The boxfish’s unique armor draws its strength from hexagon-shaped scales and the connections between them, engineers have found. The boxfish’s hard frame and flexible body make it an ideal animal to study for inspiration for armor materials. They scales are connected by sutures, similar to the connections in a baby’s skull, which grow and fuse together as the baby grows.
Most fish have overlapping scales, said Steven Naleway, a materials science and engineering Ph.D. student and co-author on the paper. “That means that there are no weak points, should a bite from a predator land exactly in between scales,” he said. “We are currently investigating what mechanical advantage scales and sutures might provide. We know that the boxfish has survived for thirty-five million years with this armor, so the design has proved very successful in nature.”

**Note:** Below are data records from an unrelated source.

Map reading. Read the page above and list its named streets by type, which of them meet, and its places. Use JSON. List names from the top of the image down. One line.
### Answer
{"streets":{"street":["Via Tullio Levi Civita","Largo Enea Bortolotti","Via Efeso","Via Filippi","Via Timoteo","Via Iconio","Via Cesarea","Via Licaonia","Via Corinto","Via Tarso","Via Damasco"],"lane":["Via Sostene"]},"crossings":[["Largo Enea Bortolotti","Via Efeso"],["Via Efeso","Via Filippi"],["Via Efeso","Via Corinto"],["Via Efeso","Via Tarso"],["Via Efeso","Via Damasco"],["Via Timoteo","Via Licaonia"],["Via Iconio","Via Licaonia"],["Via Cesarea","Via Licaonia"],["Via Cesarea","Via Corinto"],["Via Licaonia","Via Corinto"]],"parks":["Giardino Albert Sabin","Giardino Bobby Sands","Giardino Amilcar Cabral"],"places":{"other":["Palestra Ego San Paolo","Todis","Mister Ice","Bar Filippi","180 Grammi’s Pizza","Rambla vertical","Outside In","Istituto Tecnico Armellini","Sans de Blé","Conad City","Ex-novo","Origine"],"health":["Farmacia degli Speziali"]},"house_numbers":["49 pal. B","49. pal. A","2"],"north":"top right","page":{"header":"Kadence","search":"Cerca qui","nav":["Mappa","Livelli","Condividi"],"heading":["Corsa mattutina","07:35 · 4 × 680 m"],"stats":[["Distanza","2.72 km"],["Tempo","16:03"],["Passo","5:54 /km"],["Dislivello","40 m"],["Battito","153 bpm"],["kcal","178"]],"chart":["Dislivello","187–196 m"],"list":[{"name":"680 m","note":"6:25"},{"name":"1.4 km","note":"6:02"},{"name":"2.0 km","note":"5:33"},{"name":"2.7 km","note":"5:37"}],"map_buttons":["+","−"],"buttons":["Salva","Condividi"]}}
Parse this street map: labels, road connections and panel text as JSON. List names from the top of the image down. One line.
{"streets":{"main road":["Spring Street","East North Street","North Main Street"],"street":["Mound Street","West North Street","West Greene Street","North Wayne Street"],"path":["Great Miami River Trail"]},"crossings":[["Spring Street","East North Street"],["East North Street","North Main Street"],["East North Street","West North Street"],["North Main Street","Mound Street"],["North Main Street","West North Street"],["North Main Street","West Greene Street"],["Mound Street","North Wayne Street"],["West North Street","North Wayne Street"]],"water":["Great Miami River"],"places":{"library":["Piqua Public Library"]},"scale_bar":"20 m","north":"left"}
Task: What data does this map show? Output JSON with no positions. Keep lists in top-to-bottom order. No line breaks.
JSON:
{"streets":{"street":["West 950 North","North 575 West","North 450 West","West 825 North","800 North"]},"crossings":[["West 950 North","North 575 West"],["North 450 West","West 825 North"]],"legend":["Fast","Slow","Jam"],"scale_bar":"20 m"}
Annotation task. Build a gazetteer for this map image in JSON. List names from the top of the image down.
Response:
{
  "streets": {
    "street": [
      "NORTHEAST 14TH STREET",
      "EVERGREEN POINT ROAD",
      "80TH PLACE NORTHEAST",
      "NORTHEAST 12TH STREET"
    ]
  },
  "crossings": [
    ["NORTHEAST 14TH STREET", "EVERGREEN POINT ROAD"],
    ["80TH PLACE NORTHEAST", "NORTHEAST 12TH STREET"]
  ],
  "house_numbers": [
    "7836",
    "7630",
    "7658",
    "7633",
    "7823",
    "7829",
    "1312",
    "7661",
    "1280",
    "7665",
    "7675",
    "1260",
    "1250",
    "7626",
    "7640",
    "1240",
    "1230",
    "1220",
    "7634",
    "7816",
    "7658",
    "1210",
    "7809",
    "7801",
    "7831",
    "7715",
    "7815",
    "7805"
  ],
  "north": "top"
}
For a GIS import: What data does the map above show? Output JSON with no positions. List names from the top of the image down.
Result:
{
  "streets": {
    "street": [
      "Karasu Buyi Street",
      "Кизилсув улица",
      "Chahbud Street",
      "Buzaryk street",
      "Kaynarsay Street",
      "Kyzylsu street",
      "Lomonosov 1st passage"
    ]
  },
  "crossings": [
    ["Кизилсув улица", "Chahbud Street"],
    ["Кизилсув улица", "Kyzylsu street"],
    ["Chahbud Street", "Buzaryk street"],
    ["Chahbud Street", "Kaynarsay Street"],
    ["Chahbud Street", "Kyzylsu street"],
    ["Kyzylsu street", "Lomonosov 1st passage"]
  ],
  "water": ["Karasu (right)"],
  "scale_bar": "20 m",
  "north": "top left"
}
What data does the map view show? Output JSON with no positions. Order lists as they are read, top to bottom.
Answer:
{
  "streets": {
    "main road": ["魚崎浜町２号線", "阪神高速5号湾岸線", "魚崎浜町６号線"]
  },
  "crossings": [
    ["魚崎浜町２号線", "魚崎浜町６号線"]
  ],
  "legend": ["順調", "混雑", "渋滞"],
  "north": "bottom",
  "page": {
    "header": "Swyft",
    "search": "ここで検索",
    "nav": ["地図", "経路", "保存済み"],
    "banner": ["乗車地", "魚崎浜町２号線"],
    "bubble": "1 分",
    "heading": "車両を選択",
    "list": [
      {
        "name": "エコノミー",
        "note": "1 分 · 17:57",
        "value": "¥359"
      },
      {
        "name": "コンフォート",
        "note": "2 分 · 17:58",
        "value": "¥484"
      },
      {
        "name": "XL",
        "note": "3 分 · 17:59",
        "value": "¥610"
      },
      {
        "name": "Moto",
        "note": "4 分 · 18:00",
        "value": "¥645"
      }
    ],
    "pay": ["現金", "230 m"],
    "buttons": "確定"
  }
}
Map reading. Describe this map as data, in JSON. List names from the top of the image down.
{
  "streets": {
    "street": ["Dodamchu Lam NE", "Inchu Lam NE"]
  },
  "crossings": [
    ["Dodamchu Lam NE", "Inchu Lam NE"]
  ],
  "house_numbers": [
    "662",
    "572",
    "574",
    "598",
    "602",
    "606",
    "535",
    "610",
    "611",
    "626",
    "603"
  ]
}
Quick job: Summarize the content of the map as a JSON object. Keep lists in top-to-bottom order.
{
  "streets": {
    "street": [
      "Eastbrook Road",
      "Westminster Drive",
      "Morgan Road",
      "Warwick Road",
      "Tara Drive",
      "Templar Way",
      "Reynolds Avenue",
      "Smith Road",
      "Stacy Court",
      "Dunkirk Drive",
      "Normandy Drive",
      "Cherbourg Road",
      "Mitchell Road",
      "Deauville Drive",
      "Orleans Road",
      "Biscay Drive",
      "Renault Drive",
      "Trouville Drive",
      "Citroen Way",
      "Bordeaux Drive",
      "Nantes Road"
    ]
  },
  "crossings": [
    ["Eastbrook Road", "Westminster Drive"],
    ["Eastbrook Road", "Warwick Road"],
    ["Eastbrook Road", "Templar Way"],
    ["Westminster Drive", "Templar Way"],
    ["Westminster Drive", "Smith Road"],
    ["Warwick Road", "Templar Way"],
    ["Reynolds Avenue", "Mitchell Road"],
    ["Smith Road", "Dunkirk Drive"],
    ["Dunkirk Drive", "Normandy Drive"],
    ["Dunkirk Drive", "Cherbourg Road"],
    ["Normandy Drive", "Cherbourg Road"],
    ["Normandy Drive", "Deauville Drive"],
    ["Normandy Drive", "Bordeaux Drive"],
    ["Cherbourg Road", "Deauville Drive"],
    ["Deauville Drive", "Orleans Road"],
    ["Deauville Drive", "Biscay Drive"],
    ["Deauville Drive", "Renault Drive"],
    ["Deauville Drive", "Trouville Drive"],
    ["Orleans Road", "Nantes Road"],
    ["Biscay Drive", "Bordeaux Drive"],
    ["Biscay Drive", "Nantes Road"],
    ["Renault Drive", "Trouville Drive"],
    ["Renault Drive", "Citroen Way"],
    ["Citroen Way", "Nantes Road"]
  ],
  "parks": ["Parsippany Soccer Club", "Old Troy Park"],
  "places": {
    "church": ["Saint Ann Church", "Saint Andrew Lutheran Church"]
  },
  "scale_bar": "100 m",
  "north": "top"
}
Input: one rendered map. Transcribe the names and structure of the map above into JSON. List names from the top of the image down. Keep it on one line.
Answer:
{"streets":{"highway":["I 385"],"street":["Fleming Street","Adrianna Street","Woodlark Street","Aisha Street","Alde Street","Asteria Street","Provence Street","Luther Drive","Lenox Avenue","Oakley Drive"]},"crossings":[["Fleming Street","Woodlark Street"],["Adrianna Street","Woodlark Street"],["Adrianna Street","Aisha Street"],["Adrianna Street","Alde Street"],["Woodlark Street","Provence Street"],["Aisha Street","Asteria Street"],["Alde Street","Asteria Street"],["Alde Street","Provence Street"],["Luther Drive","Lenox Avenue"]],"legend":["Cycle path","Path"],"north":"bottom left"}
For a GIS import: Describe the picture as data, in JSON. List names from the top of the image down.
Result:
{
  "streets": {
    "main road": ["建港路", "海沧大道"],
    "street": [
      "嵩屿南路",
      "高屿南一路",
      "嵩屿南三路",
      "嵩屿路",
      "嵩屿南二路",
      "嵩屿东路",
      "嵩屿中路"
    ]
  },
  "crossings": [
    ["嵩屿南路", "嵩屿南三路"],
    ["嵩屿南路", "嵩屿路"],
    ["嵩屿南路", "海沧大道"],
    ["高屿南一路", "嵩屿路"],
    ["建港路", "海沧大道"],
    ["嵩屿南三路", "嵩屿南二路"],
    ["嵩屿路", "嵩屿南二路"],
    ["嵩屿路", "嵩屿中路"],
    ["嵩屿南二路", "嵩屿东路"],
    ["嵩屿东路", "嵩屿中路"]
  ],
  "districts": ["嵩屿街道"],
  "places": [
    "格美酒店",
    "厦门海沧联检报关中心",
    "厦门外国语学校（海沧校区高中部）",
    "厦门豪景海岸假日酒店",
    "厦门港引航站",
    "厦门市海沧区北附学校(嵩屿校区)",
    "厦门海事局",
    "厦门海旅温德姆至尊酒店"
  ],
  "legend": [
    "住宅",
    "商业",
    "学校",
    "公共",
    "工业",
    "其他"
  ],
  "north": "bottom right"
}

Each hexagonal scale has a raised, star-like structure in the center that distributes stress across the entire surface. Under the scales, the team found an inner layer that forms a complex structure in which collagen fibers interlock. This structure creates a flexible inner layer in the armor, which is difficult to penetrate due to the interlocking collagen fibers. Together, the outer and inner layers of the boxfish armor provide the fish with protection unique in the natural world.
Marc Meyers, one of the two senior authors on the paper and Professor of Materials Science at UC San Diego said: “These damage-resisting structures have evolved for millions of years in nature and are being studied with support of the U.S. Air Force to hopefully guide us to bioinspired designs that will offer more protection against impact than our conventional ones.”